* **Excerpted records**:
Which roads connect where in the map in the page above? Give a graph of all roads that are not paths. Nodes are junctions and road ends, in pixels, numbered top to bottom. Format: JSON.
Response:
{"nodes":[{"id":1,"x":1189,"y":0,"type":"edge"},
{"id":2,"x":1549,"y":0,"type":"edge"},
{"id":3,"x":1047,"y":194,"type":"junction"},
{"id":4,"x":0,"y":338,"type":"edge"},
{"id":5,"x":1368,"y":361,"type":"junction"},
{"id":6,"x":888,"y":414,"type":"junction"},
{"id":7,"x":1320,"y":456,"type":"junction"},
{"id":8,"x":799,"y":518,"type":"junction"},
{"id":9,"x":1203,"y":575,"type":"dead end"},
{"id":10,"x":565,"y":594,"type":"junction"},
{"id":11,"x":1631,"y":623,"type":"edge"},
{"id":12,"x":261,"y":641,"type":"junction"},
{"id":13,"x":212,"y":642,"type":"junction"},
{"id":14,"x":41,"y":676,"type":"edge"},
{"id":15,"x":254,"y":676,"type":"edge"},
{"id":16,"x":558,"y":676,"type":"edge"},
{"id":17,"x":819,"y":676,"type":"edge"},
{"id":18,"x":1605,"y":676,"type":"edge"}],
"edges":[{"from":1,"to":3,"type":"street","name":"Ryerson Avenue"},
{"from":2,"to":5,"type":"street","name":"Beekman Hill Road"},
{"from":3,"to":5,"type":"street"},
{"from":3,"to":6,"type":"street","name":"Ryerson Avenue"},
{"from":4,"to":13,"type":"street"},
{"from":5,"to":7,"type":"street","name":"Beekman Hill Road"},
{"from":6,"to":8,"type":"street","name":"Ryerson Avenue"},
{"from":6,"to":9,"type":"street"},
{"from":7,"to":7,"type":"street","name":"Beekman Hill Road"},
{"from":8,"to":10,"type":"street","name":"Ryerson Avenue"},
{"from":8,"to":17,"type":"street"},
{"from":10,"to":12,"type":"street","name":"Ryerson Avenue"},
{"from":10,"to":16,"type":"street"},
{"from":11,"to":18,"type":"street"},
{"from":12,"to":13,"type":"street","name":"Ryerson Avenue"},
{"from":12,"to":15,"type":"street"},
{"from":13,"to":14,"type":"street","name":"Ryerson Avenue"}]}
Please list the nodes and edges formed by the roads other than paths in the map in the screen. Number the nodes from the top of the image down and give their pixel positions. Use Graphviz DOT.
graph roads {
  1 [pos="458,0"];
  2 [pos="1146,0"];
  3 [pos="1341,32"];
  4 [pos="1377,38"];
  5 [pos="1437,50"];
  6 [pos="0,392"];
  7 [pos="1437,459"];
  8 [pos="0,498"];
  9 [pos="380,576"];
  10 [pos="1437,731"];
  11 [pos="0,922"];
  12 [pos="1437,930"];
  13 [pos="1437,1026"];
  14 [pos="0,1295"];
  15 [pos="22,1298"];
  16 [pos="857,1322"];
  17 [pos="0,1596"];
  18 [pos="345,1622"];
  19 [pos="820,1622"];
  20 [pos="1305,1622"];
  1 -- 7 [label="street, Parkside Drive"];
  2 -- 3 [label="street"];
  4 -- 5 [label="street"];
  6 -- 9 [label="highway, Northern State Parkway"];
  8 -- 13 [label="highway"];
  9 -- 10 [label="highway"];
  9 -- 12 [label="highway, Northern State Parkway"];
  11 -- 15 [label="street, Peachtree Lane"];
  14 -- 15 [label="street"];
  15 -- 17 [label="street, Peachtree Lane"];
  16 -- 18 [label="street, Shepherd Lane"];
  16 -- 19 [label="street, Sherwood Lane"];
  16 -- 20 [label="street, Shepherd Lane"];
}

* **Your task**:
Return all of the entries exactly as written.

* **Exercise answer**:
Which roads connect where in the map in the page above? Give a graph of all roads that are not paths. Nodes are junctions and road ends, in pixels, numbered top to bottom. Format: JSON.
Response:
{"nodes":[{"id":1,"x":1189,"y":0,"type":"edge"},
{"id":2,"x":1549,"y":0,"type":"edge"},
{"id":3,"x":1047,"y":194,"type":"junction"},
{"id":4,"x":0,"y":338,"type":"edge"},
{"id":5,"x":1368,"y":361,"type":"junction"},
{"id":6,"x":888,"y":414,"type":"junction"},
{"id":7,"x":1320,"y":456,"type":"junction"},
{"id":8,"x":799,"y":518,"type":"junction"},
{"id":9,"x":1203,"y":575,"type":"dead end"},
{"id":10,"x":565,"y":594,"type":"junction"},
{"id":11,"x":1631,"y":623,"type":"edge"},
{"id":12,"x":261,"y":641,"type":"junction"},
{"id":13,"x":212,"y":642,"type":"junction"},
{"id":14,"x":41,"y":676,"type":"edge"},
{"id":15,"x":254,"y":676,"type":"edge"},
{"id":16,"x":558,"y":676,"type":"edge"},
{"id":17,"x":819,"y":676,"type":"edge"},
{"id":18,"x":1605,"y":676,"type":"edge"}],
"edges":[{"from":1,"to":3,"type":"street","name":"Ryerson Avenue"},
{"from":2,"to":5,"type":"street","name":"Beekman Hill Road"},
{"from":3,"to":5,"type":"street"},
{"from":3,"to":6,"type":"street","name":"Ryerson Avenue"},
{"from":4,"to":13,"type":"street"},
{"from":5,"to":7,"type":"street","name":"Beekman Hill Road"},
{"from":6,"to":8,"type":"street","name":"Ryerson Avenue"},
{"from":6,"to":9,"type":"street"},
{"from":7,"to":7,"type":"street","name":"Beekman Hill Road"},
{"from":8,"to":10,"type":"street","name":"Ryerson Avenue"},
{"from":8,"to":17,"type":"street"},
{"from":10,"to":12,"type":"street","name":"Ryerson Avenue"},
{"from":10,"to":16,"type":"street"},
{"from":11,"to":18,"type":"street"},
{"from":12,"to":13,"type":"street","name":"Ryerson Avenue"},
{"from":12,"to":15,"type":"street"},
{"from":13,"to":14,"type":"street","name":"Ryerson Avenue"}]}
Please list the nodes and edges formed by the roads other than paths in the map in the screen. Number the nodes from the top of the image down and give their pixel positions. Use Graphviz DOT.
graph roads {
  1 [pos="458,0"];
  2 [pos="1146,0"];
  3 [pos="1341,32"];
  4 [pos="1377,38"];
  5 [pos="1437,50"];
  6 [pos="0,392"];
  7 [pos="1437,459"];
  8 [pos="0,498"];
  9 [pos="380,576"];
  10 [pos="1437,731"];
  11 [pos="0,922"];
  12 [pos="1437,930"];
  13 [pos="1437,1026"];
  14 [pos="0,1295"];
  15 [pos="22,1298"];
  16 [pos="857,1322"];
  17 [pos="0,1596"];
  18 [pos="345,1622"];
  19 [pos="820,1622"];
  20 [pos="1305,1622"];
  1 -- 7 [label="street, Parkside Drive"];
  2 -- 3 [label="street"];
  4 -- 5 [label="street"];
  6 -- 9 [label="highway, Northern State Parkway"];
  8 -- 13 [label="highway"];
  9 -- 10 [label="highway"];
  9 -- 12 [label="highway, Northern State Parkway"];
  11 -- 15 [label="street, Peachtree Lane"];
  14 -- 15 [label="street"];
  15 -- 17 [label="street, Peachtree Lane"];
  16 -- 18 [label="street, Shepherd Lane"];
  16 -- 19 [label="street, Sherwood Lane"];
  16 -- 20 [label="street, Shepherd Lane"];
}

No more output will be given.